Besides reminding me that I’m getting older by the nanosecond, the conversation made me think about how TV shows characterize generations. Growing up in the 70’s, I have never met anyone my age who hasn’t watched The Brady Bunch (1969-1974). That was THE family sitcom for our time. My sister was so well-versed on the Bradys that she could usually predict the plot line based on the opening scene. (“Jan is wearing her yellow dress and coming down the stairs, so this is the one where she fakes a boyfriend named George Glass and rubs lemon on her freckles.” That kind of thing.) The show was such a part of our childhoods that I wonder how many of my generation have secretly downloaded It’s a Sunshine Day onto their MP3 players.
Then, there was Happy Days (1974-1984). Cool was defined by the leather-clad Arthur Fonzarelli; 1950’s style and music made a comeback; and my friends all thought Joanie and Chachi were the perfect couple. Of course, Ron Howard was the crux of the show as the naïve but maturing Richie Cunningham. In addition to its success, this show spawned Laverne & Shirley, Mork & Mindy, and Joanie Loves Chachi. Happy Days was THE show to watch. (Well, until Fonzie jumped the shark.)
Welcome Back, Kotter (1975-1979) was perhaps my generation’s Saved by the Bell. If not for Kotter, I’m pretty sure John Travolta would not have played Danny Zucko a few years later in Grease. Looking back, the funny thing is how few women were in the show. Other than Mr. Kotter’s wife and a few supporting actresses who interacted with the main characters, it was a male-focused show.
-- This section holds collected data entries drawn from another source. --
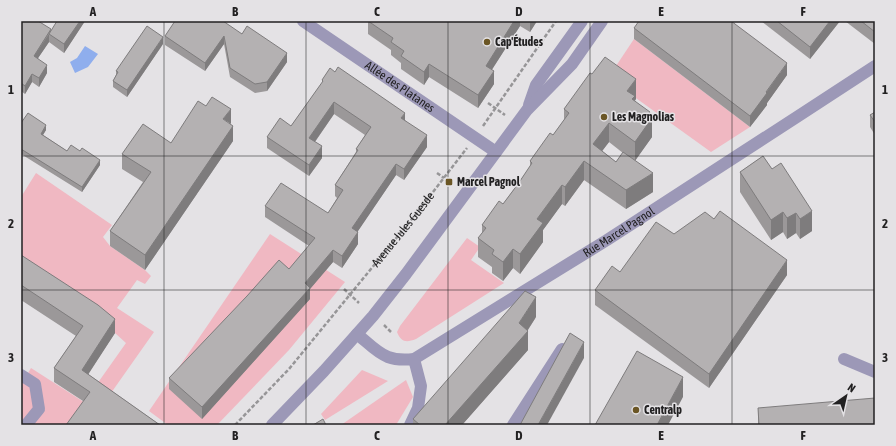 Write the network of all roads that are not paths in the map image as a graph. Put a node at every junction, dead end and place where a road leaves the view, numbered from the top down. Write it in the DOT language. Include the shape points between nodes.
graph roads {
  1 [pos="303,21"];
  2 [pos="582,21"];
  3 [pos="602,21"];
  4 [pos="875,66"];
  5 [pos="527,110"];
  6 [pos="496,152"];
  7 [pos="357,334"];
  8 [pos="562,349"];
  9 [pos="414,359"];
  10 [pos="844,359"];
  11 [pos="875,372"];
  12 [pos="21,375"];
  13 [pos="26,425"];
  14 [pos="272,425"];
  15 [pos="410,425"];
  16 [pos="513,425"];
  1 -- 6 [label="street, Allée des Platanes"];
  2 -- 5 [label="street" via="536,85"];
  3 -- 5 [label="street" via="572,64"];
  4 -- 9 [label="street, Rue Marcel Pagnol" via="606,240"];
  5 -- 6 [label="street"];
  6 -- 7 [label="street" via="406,274"];
  7 -- 9 [label="street" via="388,357 400,360"];
  7 -- 14 [label="street"];
  8 -- 16 [label="street"];
  9 -- 15 [label="street" via="421,386 418,408"];
  10 -- 11 [label="street"];
  12 -- 13 [label="street" via="35,384 39,409"];
} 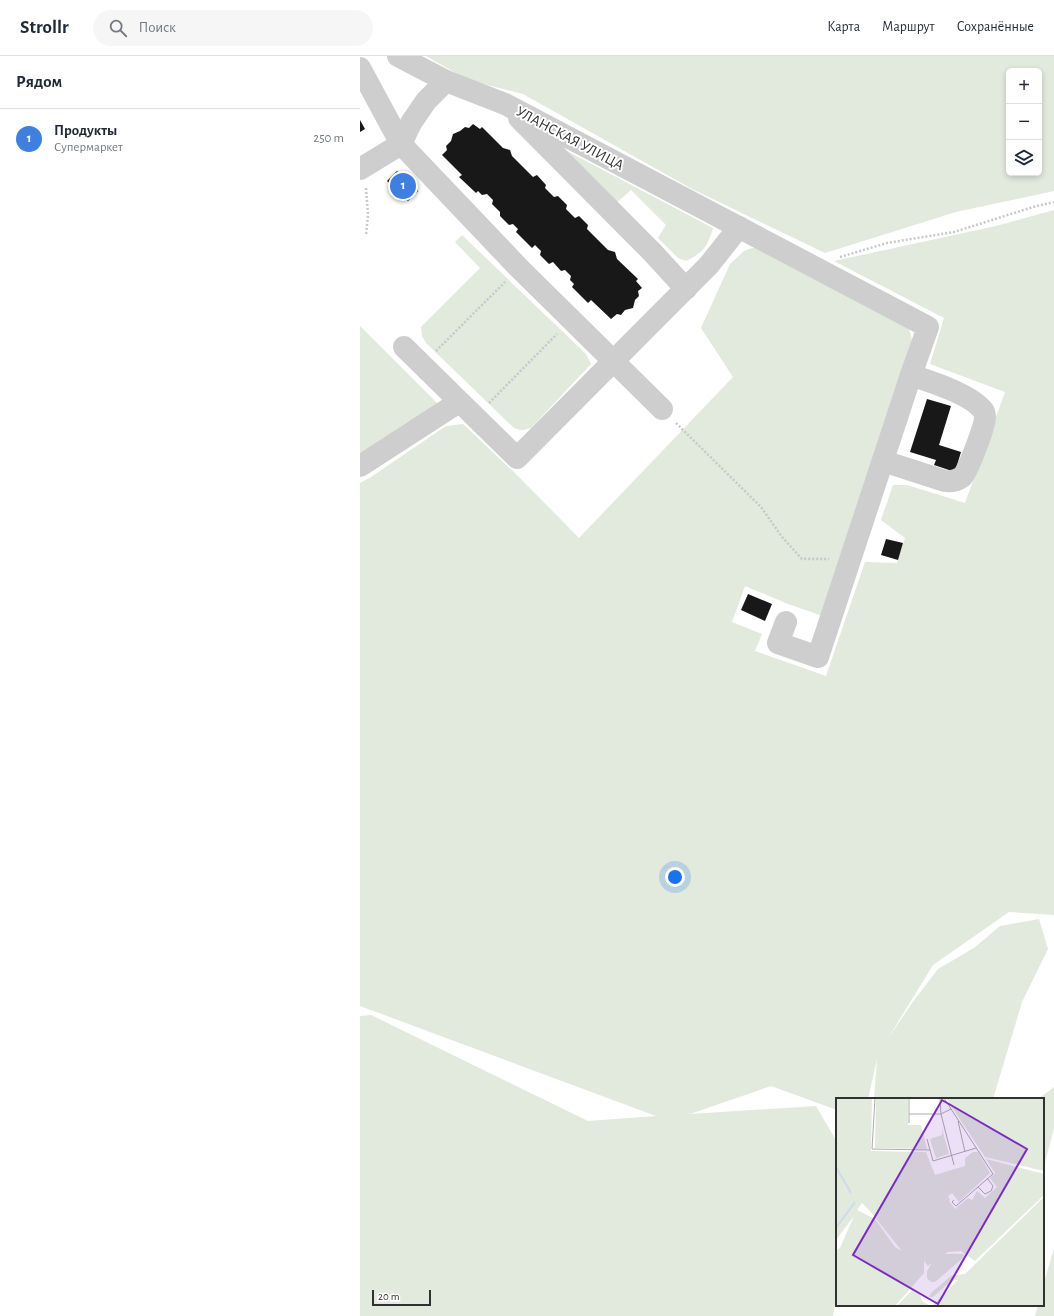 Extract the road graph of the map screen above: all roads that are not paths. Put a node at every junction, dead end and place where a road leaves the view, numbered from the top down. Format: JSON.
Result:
{"nodes":[{"id":1,"x":398,"y":56,"type":"edge"},
{"id":2,"x":360,"y":68,"type":"edge"},
{"id":3,"x":446,"y":81,"type":"junction"},
{"id":4,"x":505,"y":104,"type":"junction"},
{"id":5,"x":401,"y":144,"type":"junction"},
{"id":6,"x":363,"y":167,"type":"edge"},
{"id":7,"x":739,"y":227,"type":"junction"},
{"id":8,"x":686,"y":290,"type":"junction"},
{"id":9,"x":404,"y":347,"type":"dead end"},
{"id":10,"x":614,"y":361,"type":"junction"},
{"id":11,"x":911,"y":375,"type":"junction"},
{"id":12,"x":459,"y":402,"type":"junction"},
{"id":13,"x":662,"y":409,"type":"dead end"},
{"id":14,"x":882,"y":461,"type":"junction"},
{"id":15,"x":360,"y":466,"type":"edge"},
{"id":16,"x":786,"y":622,"type":"dead end"}],
"edges":[{"from":1,"to":3,"type":"lane","name":"УЛАНСКАЯ УЛИЦА"},
{"from":2,"to":5,"type":"lane"},
{"from":3,"to":4,"type":"lane","name":"УЛАНСКАЯ УЛИЦА"},
{"from":3,"to":5,"type":"lane"},
{"from":4,"to":7,"type":"lane","name":"УЛАНСКАЯ УЛИЦА"},
{"from":4,"to":8,"type":"lane"},
{"from":5,"to":6,"type":"lane"},
{"from":5,"to":10,"type":"lane"},
{"from":7,"to":8,"type":"lane"},
{"from":7,"to":11,"type":"lane","name":"УЛАНСКАЯ УЛИЦА"},
{"from":8,"to":10,"type":"lane"},
{"from":9,"to":12,"type":"lane"},
{"from":10,"to":12,"type":"lane"},
{"from":10,"to":13,"type":"lane"},
{"from":11,"to":14,"type":"lane"},
{"from":11,"to":14,"type":"lane"},
{"from":12,"to":15,"type":"lane"},
{"from":14,"to":16,"type":"lane"}]}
But Juan Epstein’s mother’s notes were always entertaining, Vinnie Barbarino was nice eye candy even if he was intellectually-challenged, Arnold Horshack was probably our version of Screech – a little nerdy, and Freddie Washington was the really cool one at the end of the day. And the show made us appreciate that some teachers care about their students quite a lot.
The last popular sitcom I can recall being a big deal when I was growing up was One Day at a Time (1975-1984), which traces the family of a divorced mother and her teenage daughters – played by Mackenzie Phillips (daughter of Mamas and Papas’ John and Michelle) and Valerie Bertinelli (before Eddie Van Halen and Jenny Craig). This show dealt with more serious issues – like family break-up, drugs, teenage sexuality – but interjected humor as well. I think I have at one time or another seen all of the episodes for this show.
Maybe these shows do characterize my generation well. It was post-1960’s, but tough subjects were still not talked about a lot on the TV screen. Slowly, however, shows debuted that dealt with both humorous plots and tough family challenges.
So what sitcoms define your youth? What do you recall about them? Do you think they represent your generation well? What family sitcoms appeal to you today?